--- START ---
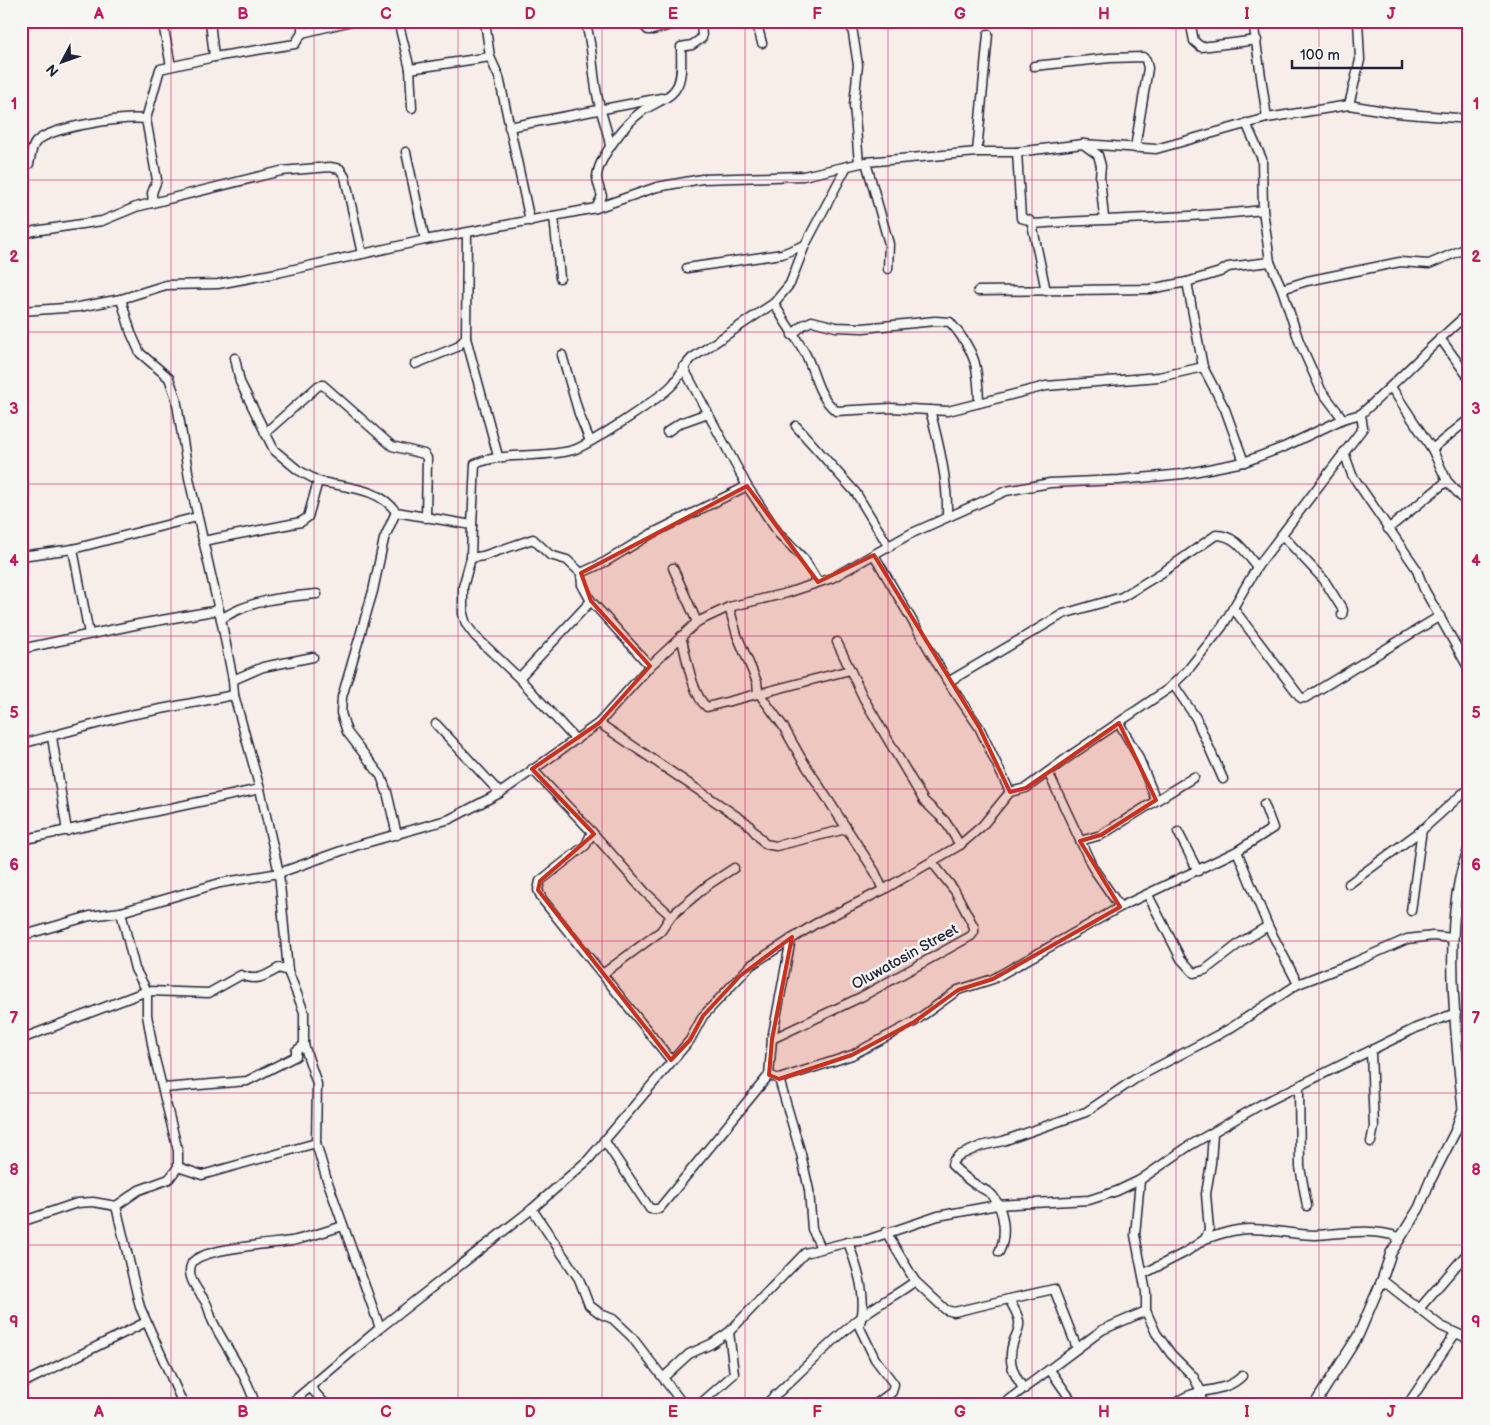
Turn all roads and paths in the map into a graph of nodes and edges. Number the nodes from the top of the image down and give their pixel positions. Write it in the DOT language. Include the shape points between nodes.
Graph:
graph roads {
  1 [pos="210,21"];
  2 [pos="302,21"];
  3 [pos="352,21"];
  4 [pos="398,21"];
  5 [pos="485,21"];
  6 [pos="585,21"];
  7 [pos="639,21"];
  8 [pos="686,21"];
  9 [pos="701,21"];
  10 [pos="756,21"];
  11 [pos="851,21"];
  12 [pos="1190,21"];
  13 [pos="1253,21"];
  14 [pos="1360,22"];
  15 [pos="164,29"];
  16 [pos="302,32"];
  17 [pos="988,34"];
  18 [pos="1257,40"];
  19 [pos="762,43"];
  20 [pos="214,56"];
  21 [pos="490,57"];
  22 [pos="171,66"];
  23 [pos="1034,66"];
  24 [pos="410,70"];
  25 [pos="668,96"];
  26 [pos="1349,105"];
  27 [pos="412,108"];
  28 [pos="600,111"];
  29 [pos="1267,118"];
  30 [pos="146,119"];
  31 [pos="1469,119"];
  32 [pos="1246,124"];
  33 [pos="509,128"];
  34 [pos="1083,144"];
  35 [pos="610,147"];
  36 [pos="1135,148"];
  37 [pos="406,152"];
  38 [pos="977,152"];
  39 [pos="1016,152"];
  40 [pos="862,162"];
  41 [pos="29,164"];
  42 [pos="847,166"];
  43 [pos="153,203"];
  44 [pos="596,208"];
  45 [pos="1263,210"];
  46 [pos="554,216"];
  47 [pos="1104,218"];
  48 [pos="530,221"];
  49 [pos="1032,224"];
  50 [pos="467,233"];
  51 [pos="21,235"];
  52 [pos="425,240"];
  53 [pos="805,245"];
  54 [pos="1469,247"];
  55 [pos="362,254"];
  56 [pos="1270,262"];
  57 [pos="687,268"];
  58 [pos="888,269"];
  59 [pos="560,278"];
  60 [pos="1186,282"];
  61 [pos="1282,289"];
  62 [pos="978,291"];
  63 [pos="1046,291"];
  64 [pos="121,299"];
  65 [pos="774,303"];
  66 [pos="21,312"];
  67 [pos="1469,313"];
  68 [pos="792,335"];
  69 [pos="466,338"];
  70 [pos="1440,338"];
  71 [pos="562,355"];
  72 [pos="235,358"];
  73 [pos="415,364"];
  74 [pos="683,367"];
  75 [pos="1204,367"];
  76 [pos="1469,378"];
  77 [pos="1391,387"];
  78 [pos="979,403"];
  79 [pos="930,410"];
  80 [pos="708,413"];
  81 [pos="1361,414"];
  82 [pos="1343,419"];
  83 [pos="1469,419"];
  84 [pos="796,426"];
  85 [pos="265,432"];
  86 [pos="667,432"];
  87 [pos="590,441"];
  88 [pos="1432,449"];
  89 [pos="1344,452"];
  90 [pos="498,456"];
  91 [pos="1244,462"];
  92 [pos="318,481"];
  93 [pos="1447,481"];
  94 [pos="747,486"];
  95 [pos="1467,502"];
  96 [pos="1469,511"];
  97 [pos="396,512"];
  98 [pos="947,516"];
  99 [pos="197,517"];
  100 [pos="426,518"];
  101 [pos="472,525"];
  102 [pos="1388,530"];
  103 [pos="1282,535"];
  104 [pos="203,541"];
  105 [pos="889,547"];
  106 [pos="73,549"];
  107 [pos="874,555"];
  108 [pos="21,556"];
  109 [pos="471,558"];
  110 [pos="1257,567"];
  111 [pos="674,568"];
  112 [pos="581,573"];
  113 [pos="818,582"];
  114 [pos="316,594"];
  115 [pos="591,601"];
  116 [pos="729,607"];
  117 [pos="1233,608"];
  118 [pos="218,610"];
  119 [pos="1342,615"];
  120 [pos="1440,616"];
  121 [pos="221,619"];
  122 [pos="697,622"];
  123 [pos="90,634"];
  124 [pos="681,636"];
  125 [pos="837,642"];
  126 [pos="21,649"];
  127 [pos="313,658"];
  128 [pos="650,666"];
  129 [pos="1469,669"];
  130 [pos="850,670"];
  131 [pos="519,678"];
  132 [pos="233,680"];
  133 [pos="948,682"];
  134 [pos="1173,684"];
  135 [pos="758,692"];
  136 [pos="234,695"];
  137 [pos="600,723"];
  138 [pos="1119,723"];
  139 [pos="436,724"];
  140 [pos="52,737"];
  141 [pos="576,740"];
  142 [pos="21,744"];
  143 [pos="532,769"];
  144 [pos="1048,772"];
  145 [pos="1194,777"];
  146 [pos="1223,779"];
  147 [pos="260,789"];
  148 [pos="1469,790"];
  149 [pos="1010,792"];
  150 [pos="500,793"];
  151 [pos="1156,800"];
  152 [pos="1264,804"];
  153 [pos="846,829"];
  154 [pos="1422,829"];
  155 [pos="67,830"];
  156 [pos="592,832"];
  157 [pos="1178,832"];
  158 [pos="397,835"];
  159 [pos="21,840"];
  160 [pos="1080,841"];
  161 [pos="960,845"];
  162 [pos="1469,849"];
  163 [pos="1237,851"];
  164 [pos="932,862"];
  165 [pos="734,868"];
  166 [pos="1198,871"];
  167 [pos="280,873"];
  168 [pos="1349,884"];
  169 [pos="883,890"];
  170 [pos="1148,896"];
  171 [pos="1120,907"];
  172 [pos="1456,910"];
  173 [pos="1411,911"];
  174 [pos="120,912"];
  175 [pos="1469,912"];
  176 [pos="671,916"];
  177 [pos="1268,926"];
  178 [pos="21,936"];
  179 [pos="1453,938"];
  180 [pos="791,939"];
  181 [pos="288,971"];
  182 [pos="604,974"];
  183 [pos="1298,984"];
  184 [pos="147,991"];
  185 [pos="1456,1013"];
  186 [pos="21,1039"];
  187 [pos="772,1039"];
  188 [pos="304,1046"];
  189 [pos="1371,1052"];
  190 [pos="671,1060"];
  191 [pos="769,1076"];
  192 [pos="779,1079"];
  193 [pos="1299,1087"];
  194 [pos="164,1088"];
  195 [pos="1466,1112"];
  196 [pos="1213,1132"];
  197 [pos="604,1140"];
  198 [pos="1371,1142"];
  199 [pos="316,1143"];
  200 [pos="178,1167"];
  201 [pos="1140,1180"];
  202 [pos="997,1205"];
  203 [pos="116,1206"];
  204 [pos="1307,1206"];
  205 [pos="532,1209"];
  206 [pos="21,1222"];
  207 [pos="343,1226"];
  208 [pos="886,1232"];
  209 [pos="1400,1237"];
  210 [pos="1205,1239"];
  211 [pos="848,1242"];
  212 [pos="821,1248"];
  213 [pos="1469,1251"];
  214 [pos="999,1252"];
  215 [pos="1143,1274"];
  216 [pos="1382,1280"];
  217 [pos="915,1281"];
  218 [pos="1009,1299"];
  219 [pos="1419,1309"];
  220 [pos="1146,1311"];
  221 [pos="863,1315"];
  222 [pos="146,1322"];
  223 [pos="380,1328"];
  224 [pos="729,1332"];
  225 [pos="1455,1334"];
  226 [pos="1469,1339"];
  227 [pos="1077,1348"];
  228 [pos="1050,1370"];
  229 [pos="1242,1376"];
  230 [pos="664,1377"];
  231 [pos="21,1384"];
  232 [pos="310,1387"];
  233 [pos="1024,1388"];
  234 [pos="1201,1391"];
  235 [pos="21,1399"];
  236 [pos="767,1403"];
  237 [pos="1317,1403"];
  238 [pos="22,1404"];
  239 [pos="183,1404"];
  240 [pos="255,1404"];
  241 [pos="290,1404"];
  242 [pos="325,1404"];
  243 [pos="683,1404"];
  244 [pos="700,1404"];
  245 [pos="876,1404"];
  246 [pos="1003,1404"];
  247 [pos="1074,1404"];
  248 [pos="1175,1404"];
  249 [pos="1201,1404"];
  250 [pos="1408,1404"];
  1 -- 20 [label="street"];
  2 -- 16 [label="street"];
  3 -- 16 [label="street"];
  4 -- 24 [label="street"];
  5 -- 21 [label="street"];
  6 -- 28 [label="street"];
  7 -- 8 [label="street" via="648,30 653,30"];
  9 -- 25 [label="street" via="702,38 681,47 682,65 677,88"];
  10 -- 19 [label="street"];
  11 -- 40 [label="street" via="858,65 854,105"];
  12 -- 18 [label="street" via="1194,41 1201,47"];
  13 -- 18 [label="street"];
  14 -- 26 [label="street" via="1360,60"];
  15 -- 22 [label="street"];
  16 -- 20 [label="street" via="295,44"];
  17 -- 38 [label="street"];
  18 -- 29 [label="street"];
  20 -- 22 [label="street"];
  21 -- 24 [label="street"];
  21 -- 33 [label="street" via="499,77"];
  22 -- 30 [label="street" via="160,69"];
  23 -- 36 [label="street" via="1143,57 1148,68"];
  24 -- 27 [label="street"];
  25 -- 28 [label="street"];
  25 -- 35 [label="street" via="641,111"];
  26 -- 29 [label="street"];
  26 -- 31 [label="street"];
  28 -- 33 [label="street"];
  28 -- 35 [label="street"];
  29 -- 32 [label="street"];
  30 -- 41 [label="street" via="109,120 55,132 38,140"];
  30 -- 43 [label="street" via="157,180 152,193"];
  32 -- 36 [label="street" via="1156,149"];
  32 -- 45 [label="street" via="1262,159"];
  33 -- 48 [label="street"];
  34 -- 36 [label="street"];
  34 -- 39 [label="street"];
  34 -- 47 [label="street" via="1098,155"];
  35 -- 44 [label="street" via="598,170 596,180 602,196"];
  37 -- 52 [label="street"];
  38 -- 39 [label="street"];
  38 -- 40 [label="street"];
  39 -- 49 [label="street" via="1021,218"];
  40 -- 42 [label="street"];
  40 -- 58 [label="street" via="889,244"];
  42 -- 44 [label="street" via="803,176 702,180 657,187"];
  42 -- 53 [label="street"];
  43 -- 51 [label="street" via="102,221"];
  43 -- 55 [label="street" via="281,171 340,169"];
  44 -- 46 [label="street"];
  45 -- 47 [label="street"];
  45 -- 56 [label="street"];
  46 -- 48 [label="street"];
  46 -- 59 [label="street"];
  47 -- 49 [label="street"];
  48 -- 50 [label="street"];
  49 -- 63 [label="street"];
  50 -- 52 [label="street"];
  50 -- 69 [label="street"];
  52 -- 55 [label="street"];
  53 -- 57 [label="street" via="782,254"];
  53 -- 65 [label="street" via="794,278"];
  54 -- 61 [label="street" via="1429,264 1400,262"];
  55 -- 64 [label="street" via="218,284 166,285"];
  56 -- 60 [label="street" via="1228,267"];
  56 -- 61 [label="street"];
  60 -- 63 [label="street" via="1150,289"];
  60 -- 75 [label="street"];
  61 -- 82 [label="street" via="1299,341 1321,390"];
  62 -- 63 [label="street"];
  64 -- 66 [label="street" via="51,311"];
  64 -- 99 [label="street" via="140,354 170,378"];
  65 -- 68 [label="street"];
  65 -- 74 [label="street"];
  67 -- 70 [label="street"];
  68 -- 78 [label="street" via="812,321 836,327 863,328 950,322 975,360"];
  68 -- 79 [label="street" via="805,354 813,379 836,411"];
  69 -- 73 [label="street" via="457,347"];
  69 -- 90 [label="street"];
  70 -- 76 [label="street"];
  70 -- 77 [label="street"];
  71 -- 87 [label="street"];
  72 -- 85 [label="street" via="240,382"];
  74 -- 80 [label="street"];
  74 -- 87 [label="street" via="661,396"];
  75 -- 78 [label="street" via="1159,377 1046,386"];
  75 -- 91 [label="street" via="1225,409"];
  77 -- 81 [label="street"];
  77 -- 88 [label="street"];
  78 -- 79 [label="street" via="948,411"];
  79 -- 98 [label="street" via="939,444"];
  80 -- 86 [label="street" via="680,423"];
  80 -- 94 [label="street"];
  81 -- 82 [label="street"];
  81 -- 89 [label="street" via="1364,428"];
  82 -- 91 [label="street"];
  83 -- 88 [label="street"];
  84 -- 105 [label="street" via="856,493"];
  85 -- 92 [label="street" via="274,450 298,470"];
  85 -- 100 [label="street" via="323,385 392,446 424,454 427,458"];
  87 -- 90 [label="street" via="574,450"];
  88 -- 93 [label="street"];
  89 -- 102 [label="street" via="1352,475"];
  89 -- 103 [label="street"];
  90 -- 101 [label="street" via="473,466"];
  91 -- 98 [label="street" via="1183,474 1026,486"];
  92 -- 97 [label="street" via="372,492"];
  92 -- 104 [label="street" via="308,517 301,522"];
  93 -- 95 [label="street"];
  93 -- 102 [label="street"];
  94 -- 112 [label="street"];
  94 -- 113 [label="street" via="779,534 804,560"];
  95 -- 96 [label="street"];
  97 -- 100 [label="street"];
  97 -- 158 [label="street" via="384,539 373,592 342,697 341,713 347,732 381,776"];
  98 -- 105 [label="street"];
  99 -- 104 [label="street"];
  99 -- 106 [label="street"];
  100 -- 101 [label="street"];
  101 -- 109 [label="street"];
  102 -- 120 [label="street" via="1416,568"];
  103 -- 110 [label="street"];
  103 -- 119 [label="street" via="1324,580 1343,610"];
  104 -- 118 [label="street"];
  105 -- 107 [label="street"];
  106 -- 108 [label="street"];
  106 -- 123 [label="street"];
  107 -- 113 [label="street"];
  107 -- 133 [label="street"];
  109 -- 112 [label="street" via="533,539 550,555 567,560"];
  109 -- 131 [label="street" via="463,587 466,624"];
  110 -- 117 [label="street"];
  110 -- 133 [label="street" via="1234,539 1216,535 1122,597 1063,614"];
  111 -- 122 [label="street"];
  112 -- 115 [label="street" via="582,585"];
  113 -- 116 [label="street"];
  114 -- 121 [label="street" via="258,601"];
  115 -- 128 [label="street"];
  115 -- 131 [label="street"];
  116 -- 122 [label="street"];
  116 -- 135 [label="street"];
  117 -- 120 [label="street" via="1301,698 1341,678"];
  117 -- 134 [label="street" via="1222,627"];
  118 -- 121 [label="street"];
  118 -- 123 [label="street"];
  120 -- 129 [label="street"];
  121 -- 132 [label="street"];
  122 -- 124 [label="street"];
  123 -- 126 [label="street"];
  124 -- 128 [label="street"];
  124 -- 135 [label="street" via="697,693 707,707"];
  125 -- 130 [label="street"];
  127 -- 132 [label="street" via="263,667"];
  128 -- 137 [label="street"];
  130 -- 135 [label="street" via="787,688"];
  130 -- 161 [label="street" via="924,801 945,821"];
  131 -- 141 [label="street"];
  132 -- 136 [label="street"];
  133 -- 149 [label="street" via="979,727"];
  134 -- 138 [label="street"];
  134 -- 146 [label="street" via="1196,718"];
  135 -- 153 [label="street" via="783,726"];
  136 -- 140 [label="street" via="130,715"];
  136 -- 147 [label="street"];
  137 -- 141 [label="street"];
  137 -- 153 [label="street" via="747,823 764,844 776,846"];
  138 -- 144 [label="street"];
  138 -- 151 [label="street" via="1138,756"];
  139 -- 150 [label="street"];
  140 -- 142 [label="street"];
  140 -- 155 [label="street"];
  141 -- 143 [label="street"];
  143 -- 150 [label="street"];
  143 -- 156 [label="street"];
  144 -- 149 [label="street" via="1026,788"];
  144 -- 160 [label="street"];
  145 -- 151 [label="street"];
  147 -- 155 [label="street"];
  147 -- 167 [label="street"];
  148 -- 154 [label="street"];
  149 -- 161 [label="street" via="982,826"];
  150 -- 158 [label="street" via="450,819"];
  151 -- 160 [label="street" via="1102,835"];
  152 -- 163 [label="street" via="1273,828"];
  153 -- 169 [label="street"];
  154 -- 168 [label="street"];
  154 -- 173 [label="street"];
  155 -- 159 [label="street"];
  156 -- 176 [label="street" via="644,892"];
  156 -- 182 [label="street" via="586,845 540,881 538,890"];
  157 -- 166 [label="street"];
  158 -- 167 [label="street" via="355,846"];
  160 -- 171 [label="street" via="1093,868"];
  161 -- 164 [label="street"];
  162 -- 172 [label="street"];
  163 -- 166 [label="street"];
  163 -- 177 [label="street"];
  164 -- 169 [label="street"];
  164 -- 187 [label="street, Oluwatosin Street" via="974,927 971,936 861,997"];
  165 -- 176 [label="street"];
  166 -- 170 [label="street"];
  167 -- 174 [label="street" via="220,883"];
  167 -- 181 [label="street"];
  169 -- 180 [label="street"];
  170 -- 171 [label="street"];
  170 -- 177 [label="street" via="1181,959 1194,973 1205,970"];
  171 -- 192 [label="street" via="993,979 958,990 914,1022 852,1055"];
  172 -- 175 [label="street"];
  172 -- 179 [label="street"];
  174 -- 178 [label="street" via="90,916"];
  174 -- 184 [label="street" via="135,969"];
  176 -- 182 [label="street" via="661,931"];
  177 -- 183 [label="street"];
  179 -- 183 [label="street" via="1407,938"];
  179 -- 185 [label="street"];
  180 -- 187 [label="street"];
  180 -- 190 [label="street" via="740,976 703,1016 690,1040"];
  181 -- 184 [label="street" via="279,968 255,979 241,975 209,993"];
  181 -- 188 [label="street" via="304,1012"];
  182 -- 190 [label="street"];
  183 -- 202 [label="street" via="1229,1029 1138,1077 1086,1112 980,1146 952,1161 958,1171 994,1197"];
  184 -- 186 [label="street"];
  184 -- 194 [label="street" via="147,1015 154,1055"];
  185 -- 189 [label="street" via="1416,1028"];
  185 -- 195 [label="street"];
  187 -- 191 [label="street"];
  188 -- 194 [label="street" via="296,1051 296,1056 247,1081"];
  188 -- 199 [label="street" via="317,1084"];
  189 -- 193 [label="street"];
  189 -- 198 [label="street" via="1374,1127"];
  190 -- 197 [label="street"];
  191 -- 192 [label="street"];
  191 -- 197 [label="street" via="659,1209 650,1209"];
  192 -- 212 [label="street" via="804,1163 812,1230"];
  193 -- 196 [label="street"];
  193 -- 204 [label="street" via="1300,1167"];
  194 -- 200 [label="street" via="178,1151"];
  195 -- 209 [label="street" via="1419,1208"];
  196 -- 201 [label="street"];
  196 -- 210 [label="street" via="1206,1194 1209,1230"];
  197 -- 205 [label="street" via="588,1160"];
  199 -- 200 [label="street" via="202,1175"];
  199 -- 207 [label="street"];
  200 -- 203 [label="street" via="169,1179 139,1190"];
  201 -- 202 [label="street" via="1089,1200"];
  201 -- 215 [label="street" via="1135,1235"];
  202 -- 208 [label="street" via="938,1216"];
  202 -- 214 [label="street" via="1005,1240"];
  203 -- 206 [label="street" via="77,1203"];
  203 -- 222 [label="street"];
  205 -- 223 [label="street"];
  205 -- 230 [label="street" via="579,1279 589,1305 613,1319 631,1336"];
  207 -- 223 [label="street"];
  207 -- 240 [label="street" via="293,1240 214,1252 199,1256 192,1263 190,1275 197,1291 240,1367"];
  208 -- 211 [label="street" via="867,1240"];
  208 -- 217 [label="street"];
  209 -- 210 [label="street" via="1380,1231 1307,1234 1250,1229 1229,1231"];
  209 -- 216 [label="street"];
  210 -- 215 [label="street"];
  211 -- 212 [label="street"];
  211 -- 221 [label="street" via="862,1294"];
  212 -- 224 [label="street" via="805,1253"];
  213 -- 219 [label="street"];
  215 -- 220 [label="street"];
  216 -- 219 [label="street"];
  216 -- 237 [label="street" via="1358,1336"];
  217 -- 218 [label="street" via="946,1310 954,1312"];
  217 -- 221 [label="street"];
  218 -- 227 [label="street" via="1054,1289"];
  218 -- 233 [label="street" via="1019,1320 1011,1348 1011,1363"];
  219 -- 225 [label="street"];
  220 -- 227 [label="street" via="1102,1330"];
  220 -- 234 [label="street" via="1156,1333 1193,1376"];
  221 -- 236 [label="street"];
  221 -- 245 [label="street" via="860,1326 876,1359 894,1384 892,1392"];
  222 -- 231 [label="street"];
  222 -- 239 [label="street"];
  223 -- 232 [label="street"];
  224 -- 230 [label="street" via="689,1354"];
  224 -- 244 [label="street" via="734,1374"];
  225 -- 226 [label="street"];
  225 -- 250 [label="street"];
  227 -- 228 [label="street"];
  228 -- 233 [label="street"];
  228 -- 247 [label="street"];
  229 -- 234 [label="street" via="1228,1387"];
  230 -- 243 [label="street"];
  232 -- 241 [label="street"];
  232 -- 242 [label="street"];
  233 -- 246 [label="street"];
  234 -- 248 [label="street"];
  234 -- 249 [label="street"];
  235 -- 238 [label="street"];
}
--- END ---
Check each line of the records above, and copy those that hold the word "roads".

Turn all roads and paths in the map into a graph of nodes and edges. Number the nodes from the top of the image down and give their pixel positions. Write it in the DOT language. Include the shape points between nodes.
graph roads {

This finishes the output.